Your objective: Among the entries below, count the lines where the string "other" occurs, and give only the number.

** Data shown follows **

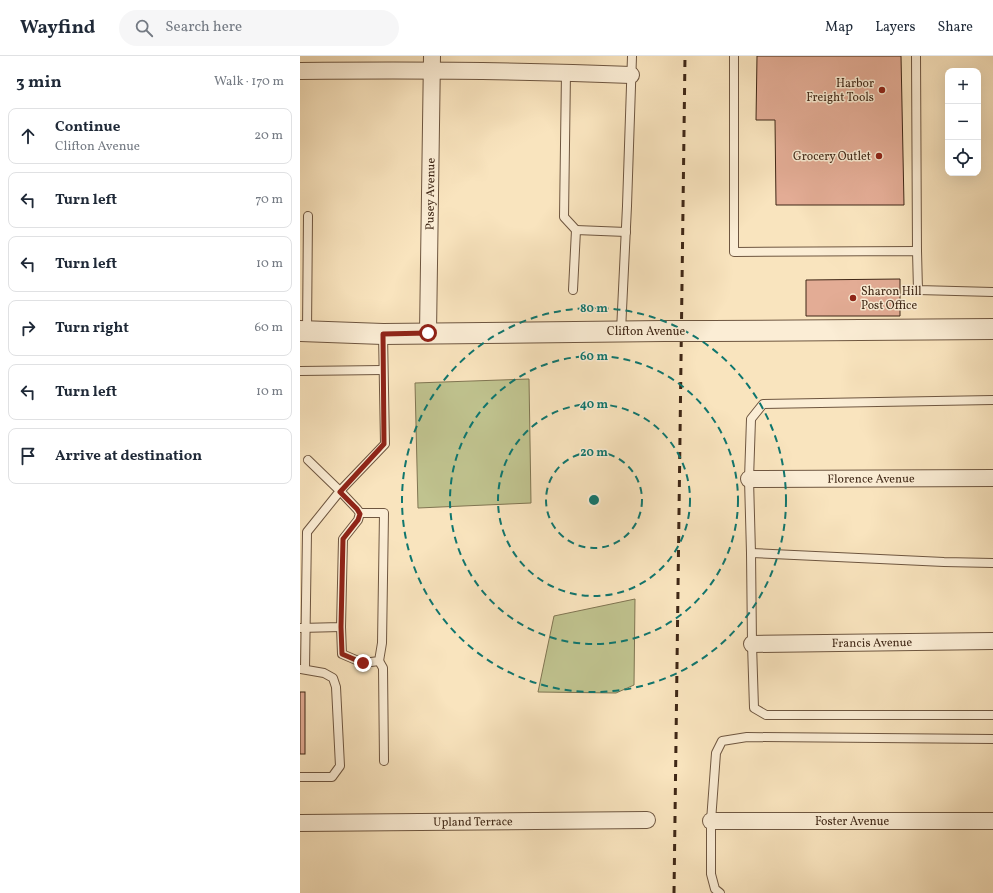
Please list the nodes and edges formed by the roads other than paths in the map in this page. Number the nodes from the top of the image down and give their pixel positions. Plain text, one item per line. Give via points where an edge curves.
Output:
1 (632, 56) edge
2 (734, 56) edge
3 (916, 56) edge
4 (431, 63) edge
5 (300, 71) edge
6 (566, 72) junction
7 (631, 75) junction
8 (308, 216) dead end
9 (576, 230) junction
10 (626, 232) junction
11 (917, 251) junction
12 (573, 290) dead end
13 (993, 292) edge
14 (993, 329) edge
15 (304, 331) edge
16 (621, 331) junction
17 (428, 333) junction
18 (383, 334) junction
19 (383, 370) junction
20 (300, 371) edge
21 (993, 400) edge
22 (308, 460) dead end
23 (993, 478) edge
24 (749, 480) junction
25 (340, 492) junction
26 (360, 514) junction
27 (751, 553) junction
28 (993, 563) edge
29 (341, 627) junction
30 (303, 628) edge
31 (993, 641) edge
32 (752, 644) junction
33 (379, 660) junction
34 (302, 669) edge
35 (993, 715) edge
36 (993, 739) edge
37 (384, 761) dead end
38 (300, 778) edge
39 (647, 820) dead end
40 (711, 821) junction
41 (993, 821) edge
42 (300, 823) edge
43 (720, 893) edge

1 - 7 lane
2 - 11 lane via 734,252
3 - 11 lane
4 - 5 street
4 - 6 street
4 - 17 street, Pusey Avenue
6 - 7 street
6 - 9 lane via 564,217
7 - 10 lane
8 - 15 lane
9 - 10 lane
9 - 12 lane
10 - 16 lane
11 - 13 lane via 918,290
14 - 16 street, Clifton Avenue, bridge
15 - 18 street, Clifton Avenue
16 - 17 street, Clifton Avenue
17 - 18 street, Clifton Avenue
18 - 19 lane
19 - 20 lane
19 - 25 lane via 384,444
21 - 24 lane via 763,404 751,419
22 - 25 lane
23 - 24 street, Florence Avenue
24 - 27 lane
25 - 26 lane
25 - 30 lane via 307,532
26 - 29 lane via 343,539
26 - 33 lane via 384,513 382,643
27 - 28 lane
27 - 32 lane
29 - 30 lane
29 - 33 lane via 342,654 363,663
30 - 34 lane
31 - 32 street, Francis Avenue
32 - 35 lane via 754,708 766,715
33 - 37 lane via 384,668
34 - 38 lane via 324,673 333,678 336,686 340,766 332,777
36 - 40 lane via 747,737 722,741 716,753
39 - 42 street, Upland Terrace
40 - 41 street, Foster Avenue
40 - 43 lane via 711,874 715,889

** End of Data shown **
** Data shown follows **

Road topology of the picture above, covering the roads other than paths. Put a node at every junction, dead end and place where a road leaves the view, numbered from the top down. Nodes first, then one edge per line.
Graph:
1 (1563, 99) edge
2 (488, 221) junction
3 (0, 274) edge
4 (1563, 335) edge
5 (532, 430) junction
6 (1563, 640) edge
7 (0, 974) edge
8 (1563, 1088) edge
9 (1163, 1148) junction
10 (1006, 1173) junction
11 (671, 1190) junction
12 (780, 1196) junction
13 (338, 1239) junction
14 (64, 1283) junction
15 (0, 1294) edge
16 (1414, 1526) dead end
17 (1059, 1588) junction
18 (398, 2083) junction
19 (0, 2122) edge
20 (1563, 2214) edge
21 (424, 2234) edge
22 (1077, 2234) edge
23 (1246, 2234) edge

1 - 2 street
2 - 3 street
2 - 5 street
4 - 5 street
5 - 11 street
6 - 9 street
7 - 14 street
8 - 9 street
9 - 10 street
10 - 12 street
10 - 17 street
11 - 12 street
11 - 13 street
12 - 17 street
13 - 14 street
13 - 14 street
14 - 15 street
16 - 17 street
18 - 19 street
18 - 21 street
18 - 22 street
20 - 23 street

** End of Data shown **

Task solution: 2